Work instruction
For the data below, count the lines that have the string "main" and state that number by itself.

[Items from a data source]
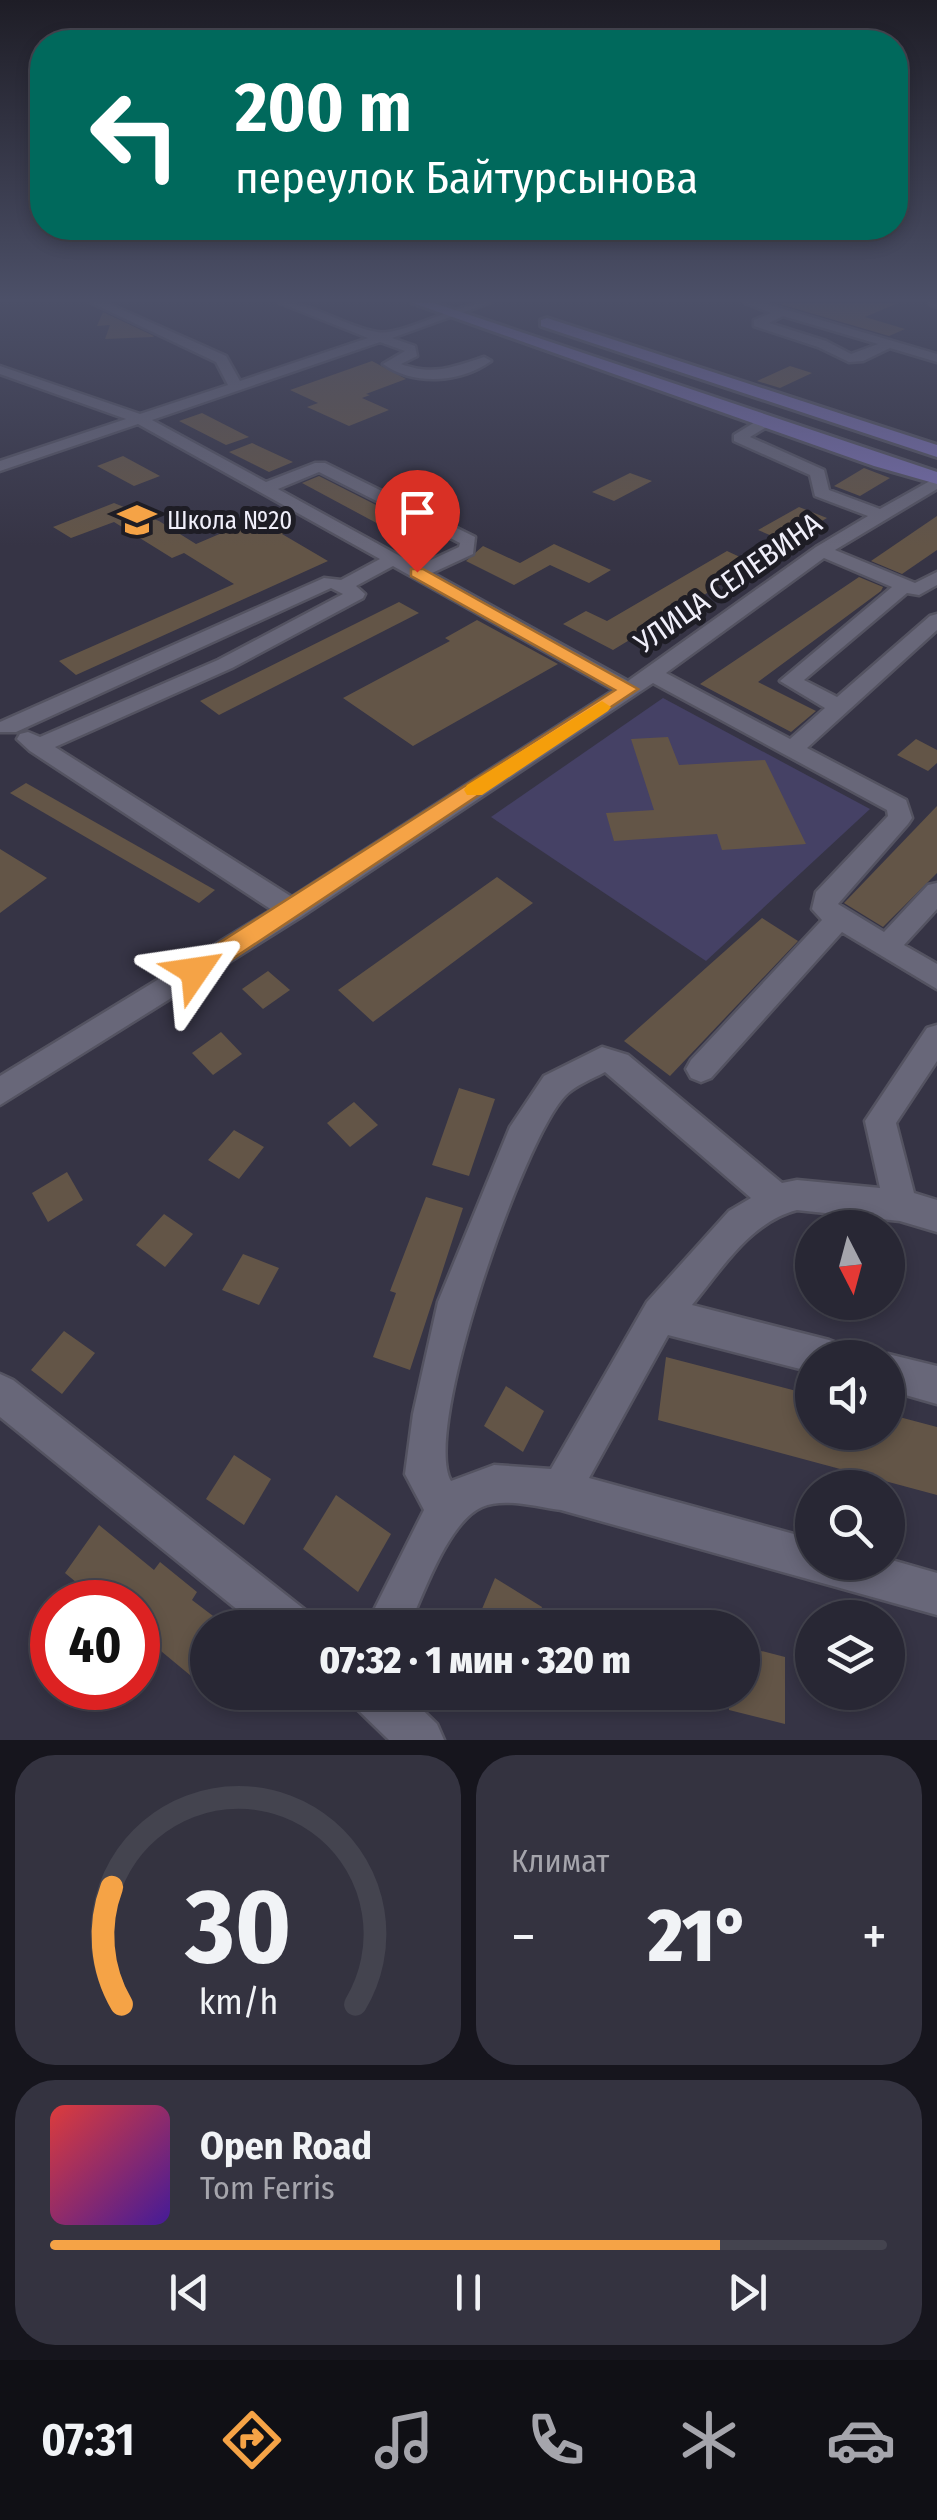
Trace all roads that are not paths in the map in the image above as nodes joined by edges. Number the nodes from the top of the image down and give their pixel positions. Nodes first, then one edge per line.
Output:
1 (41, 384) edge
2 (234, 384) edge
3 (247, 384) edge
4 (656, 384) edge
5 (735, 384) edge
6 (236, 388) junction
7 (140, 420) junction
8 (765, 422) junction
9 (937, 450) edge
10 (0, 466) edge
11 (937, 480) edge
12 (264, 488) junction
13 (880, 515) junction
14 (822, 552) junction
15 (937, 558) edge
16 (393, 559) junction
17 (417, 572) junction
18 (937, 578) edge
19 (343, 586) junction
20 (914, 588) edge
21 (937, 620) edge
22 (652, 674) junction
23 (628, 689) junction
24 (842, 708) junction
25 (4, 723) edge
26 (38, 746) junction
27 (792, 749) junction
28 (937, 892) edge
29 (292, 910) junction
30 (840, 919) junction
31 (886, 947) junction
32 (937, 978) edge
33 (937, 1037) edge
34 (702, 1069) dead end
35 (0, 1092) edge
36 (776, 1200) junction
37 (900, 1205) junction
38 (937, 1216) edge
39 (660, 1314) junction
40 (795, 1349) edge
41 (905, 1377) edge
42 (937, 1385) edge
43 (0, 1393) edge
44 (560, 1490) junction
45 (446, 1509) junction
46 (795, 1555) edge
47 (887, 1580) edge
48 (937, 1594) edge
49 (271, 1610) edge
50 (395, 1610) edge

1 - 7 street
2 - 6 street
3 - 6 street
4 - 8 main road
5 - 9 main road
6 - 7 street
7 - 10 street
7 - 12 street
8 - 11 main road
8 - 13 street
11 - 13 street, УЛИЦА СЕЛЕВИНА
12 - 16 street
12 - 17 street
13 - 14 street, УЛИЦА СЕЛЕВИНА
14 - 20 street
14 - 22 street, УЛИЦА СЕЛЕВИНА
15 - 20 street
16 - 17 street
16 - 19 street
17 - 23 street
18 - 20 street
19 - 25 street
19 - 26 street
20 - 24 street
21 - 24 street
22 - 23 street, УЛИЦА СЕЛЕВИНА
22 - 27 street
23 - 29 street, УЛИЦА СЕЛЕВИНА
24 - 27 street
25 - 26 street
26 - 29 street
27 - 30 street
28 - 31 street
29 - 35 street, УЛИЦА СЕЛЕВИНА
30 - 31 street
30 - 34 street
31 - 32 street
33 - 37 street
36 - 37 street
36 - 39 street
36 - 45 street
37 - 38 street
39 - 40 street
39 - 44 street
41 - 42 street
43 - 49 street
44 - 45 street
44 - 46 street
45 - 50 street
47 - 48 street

Result of the exercise
3